*Task goal:*
Pull out every line below that contains the word "都會園路".

Stored items
__________________________________________________
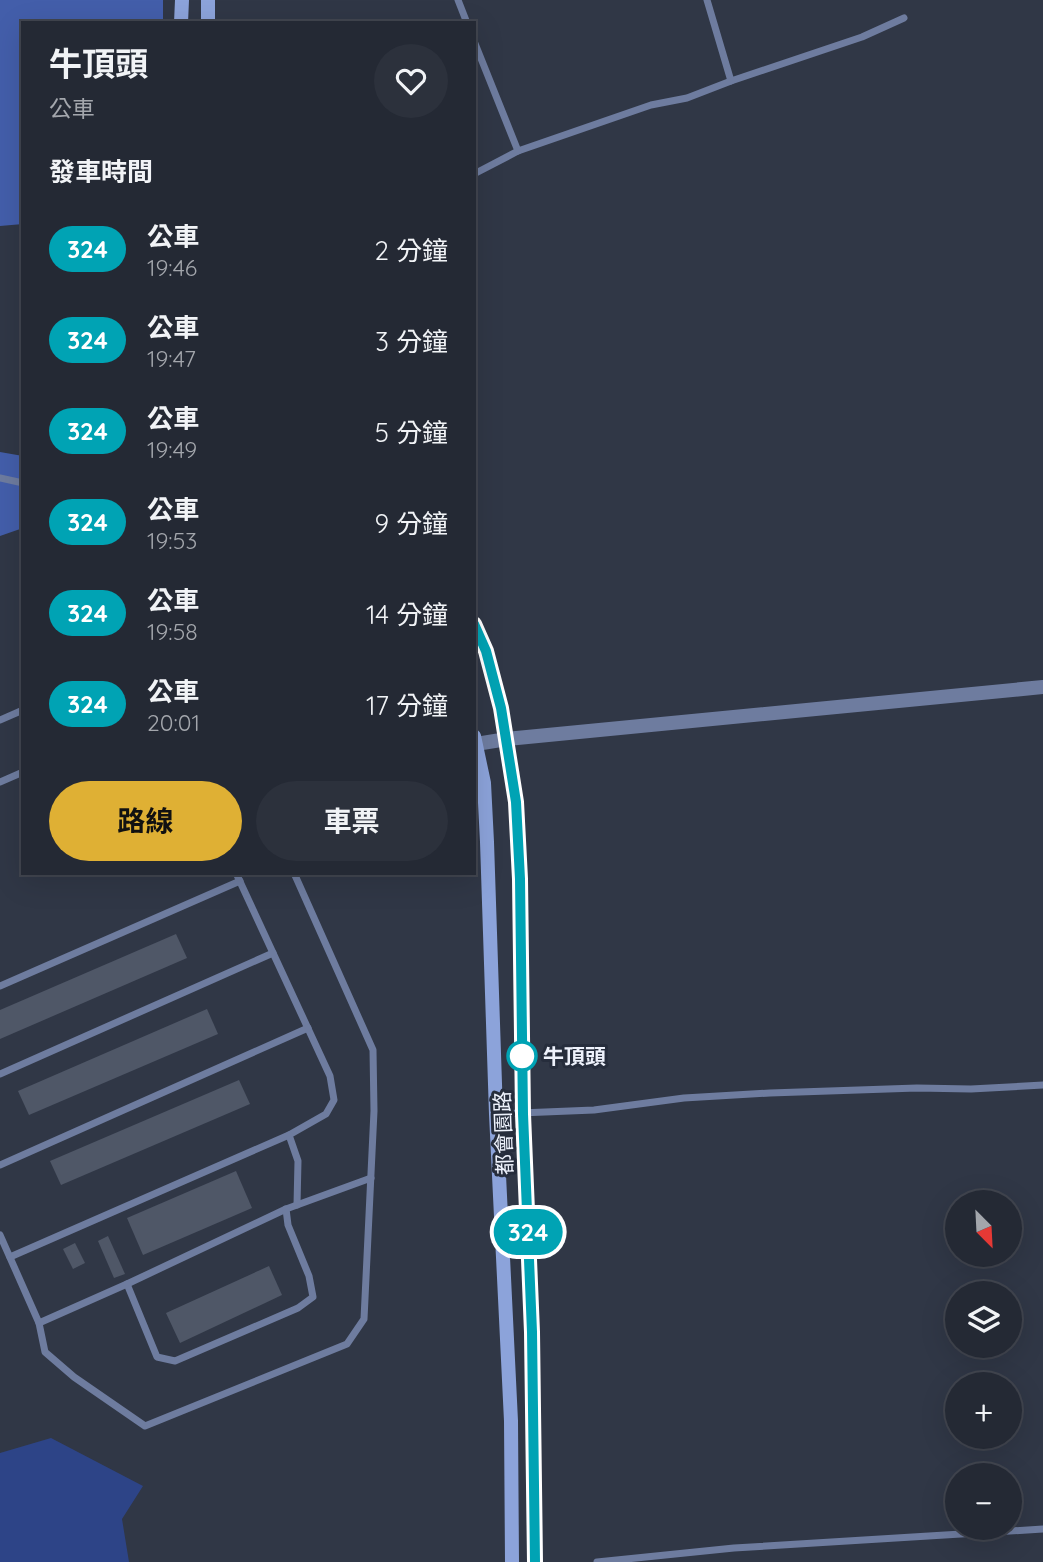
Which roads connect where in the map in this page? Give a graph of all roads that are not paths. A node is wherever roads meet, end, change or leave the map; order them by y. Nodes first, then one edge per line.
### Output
1 (182, 0) edge
2 (208, 0) edge
3 (458, 0) edge
4 (707, 0) edge
5 (904, 18) dead end
6 (181, 21) edge
7 (208, 21) edge
8 (466, 21) edge
9 (476, 46) edge
10 (731, 81) junction
11 (518, 151) junction
12 (476, 173) edge
13 (0, 478) edge
14 (21, 483) edge
15 (476, 628) edge
16 (1043, 687) edge
17 (21, 711) edge
18 (0, 720) edge
19 (507, 738) junction
20 (476, 740) edge
21 (476, 745) edge
22 (21, 773) edge
23 (0, 782) edge
24 (295, 875) edge
25 (238, 877) edge
26 (273, 953) junction
27 (0, 986) edge
28 (308, 1028) junction
29 (0, 1074) edge
30 (1043, 1085) edge
31 (496, 1114) junction
32 (523, 1114) junction
33 (289, 1135) junction
34 (0, 1166) edge
35 (371, 1178) junction
36 (298, 1205) junction
37 (286, 1209) junction
38 (0, 1235) edge
39 (10, 1256) junction
40 (127, 1284) junction
41 (39, 1322) junction
42 (1043, 1529) edge
43 (512, 1562) edge
44 (535, 1562) edge
45 (597, 1562) edge

1 - 6 street
2 - 7 street
3 - 8 lane
4 - 10 lane
5 - 10 lane
9 - 11 lane
10 - 11 lane
11 - 12 lane
13 - 14 lane
15 - 19 street, 都會園路
16 - 19 street
17 - 18 lane
19 - 20 street
19 - 32 street, 都會園路
21 - 31 street, 都會園路
22 - 23 lane
24 - 35 lane
25 - 26 lane
25 - 27 lane
26 - 28 lane
26 - 29 lane
28 - 33 lane
28 - 34 lane
30 - 32 lane
31 - 32 lane
31 - 43 street, 都會園路
32 - 44 street, 都會園路
33 - 36 lane
33 - 39 lane
35 - 36 lane
35 - 41 lane
36 - 37 lane
37 - 40 lane
37 - 40 lane
38 - 39 lane
39 - 41 lane
40 - 41 lane
42 - 45 lane

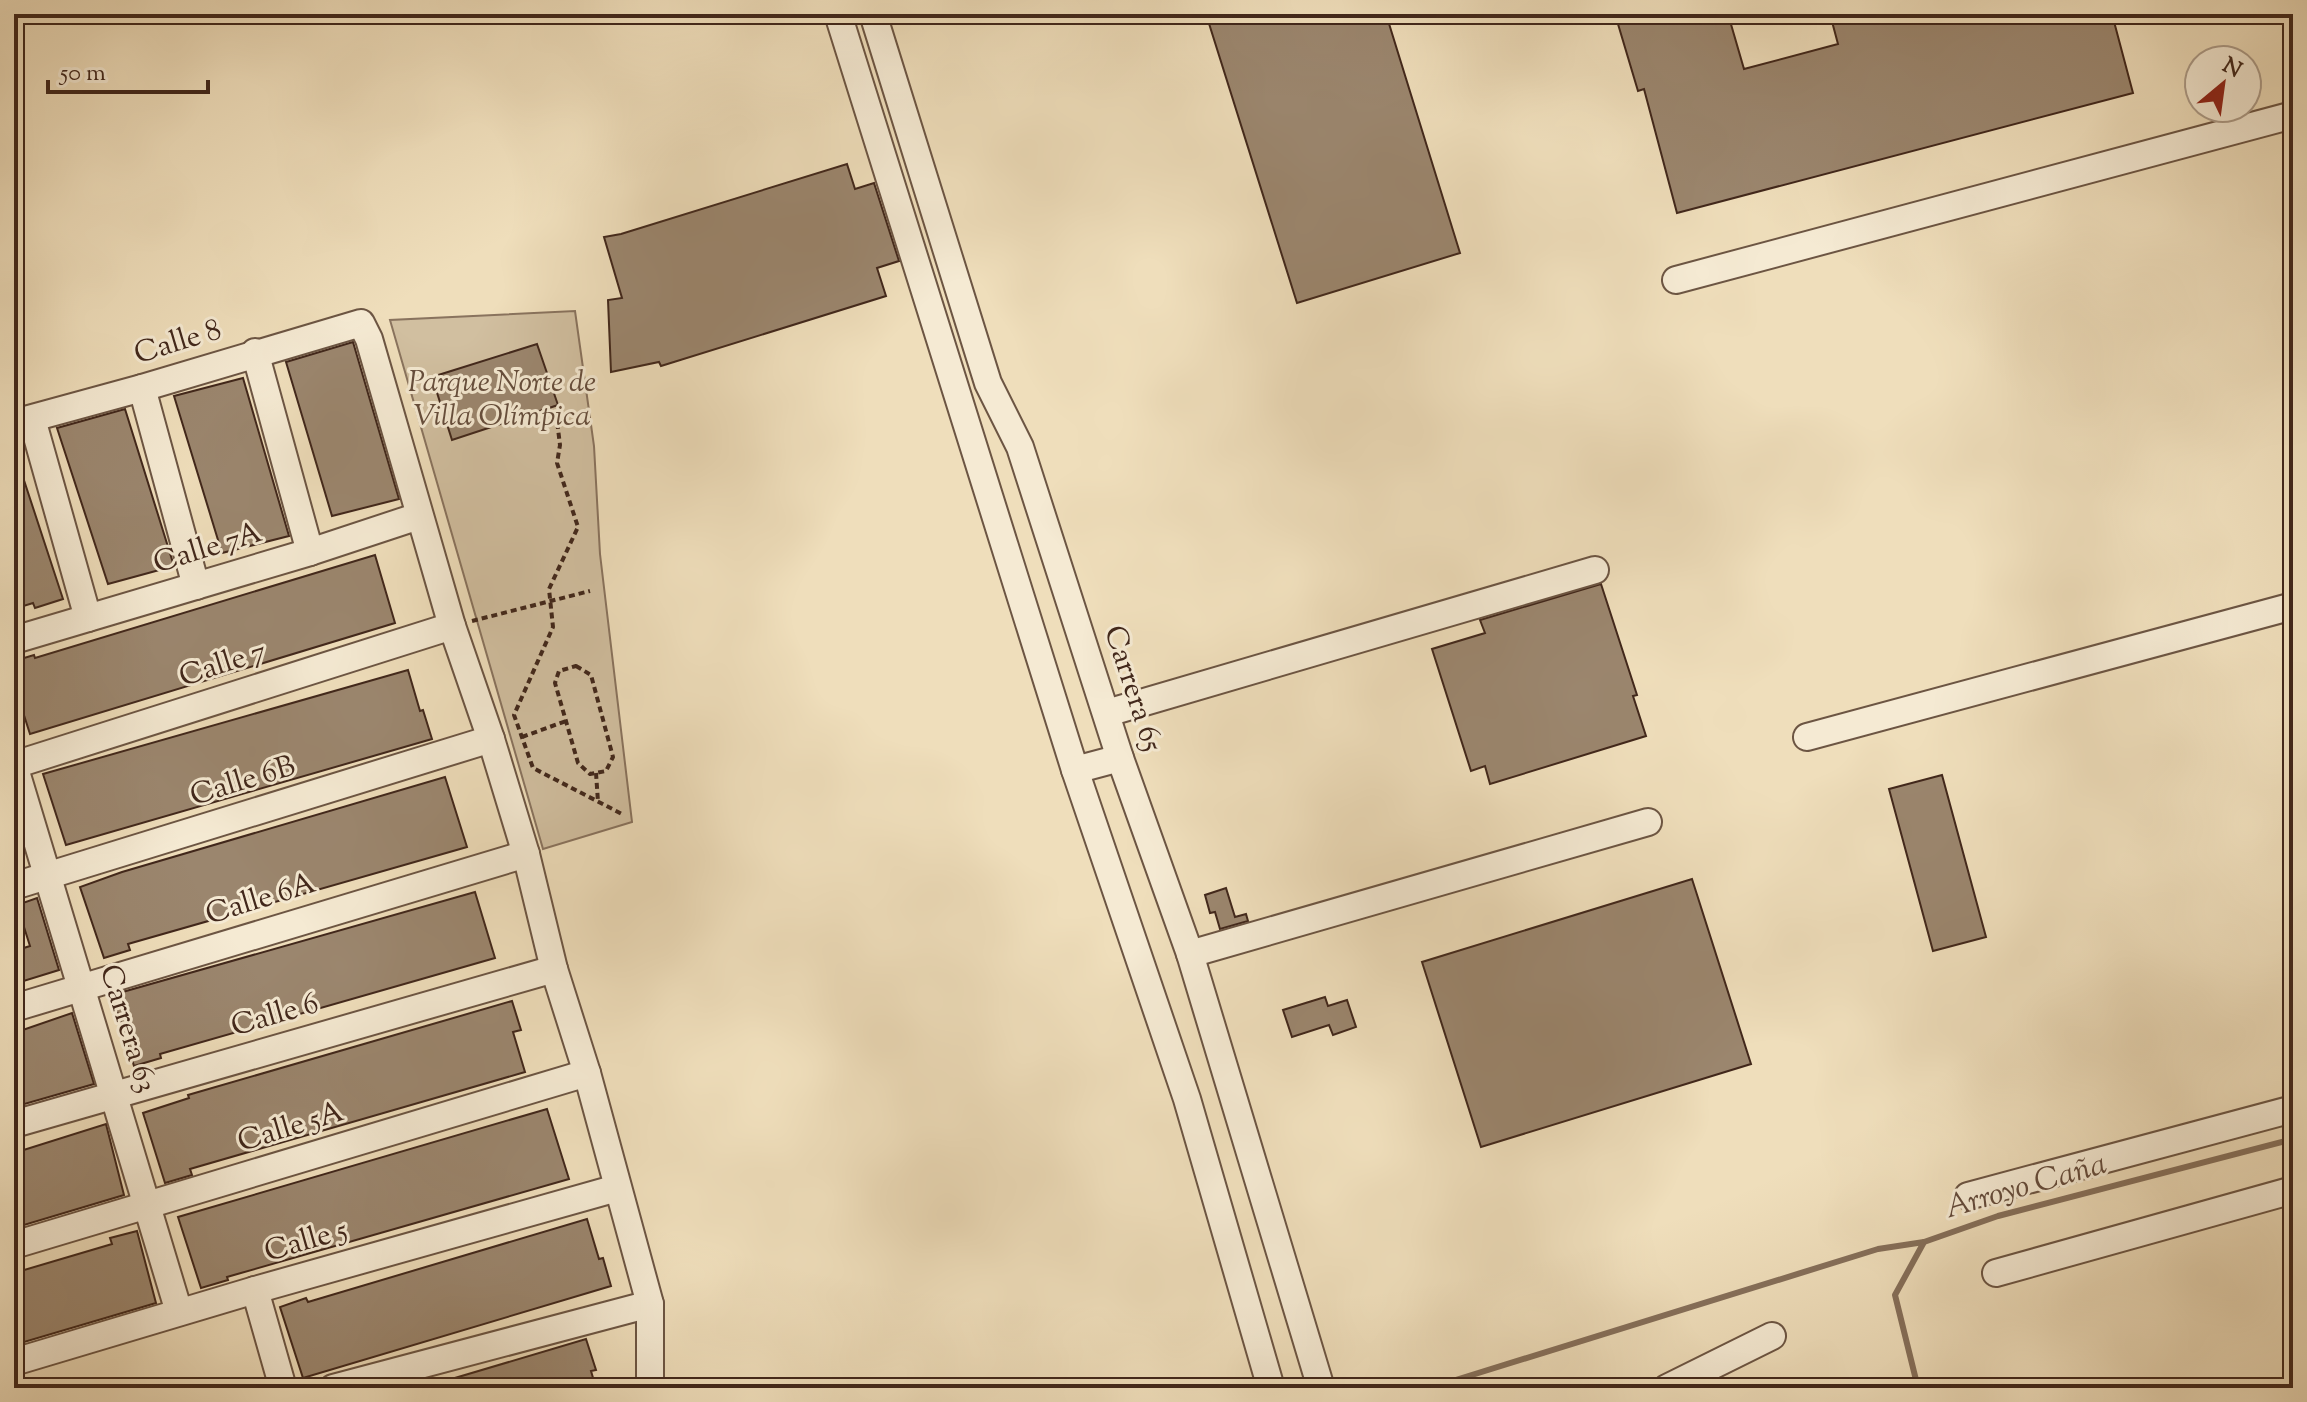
__________________________________________________
*Result for this exercise:*
15 - 19 street, 都會園路
19 - 32 street, 都會園路
21 - 31 street, 都會園路
31 - 43 street, 都會園路
32 - 44 street, 都會園路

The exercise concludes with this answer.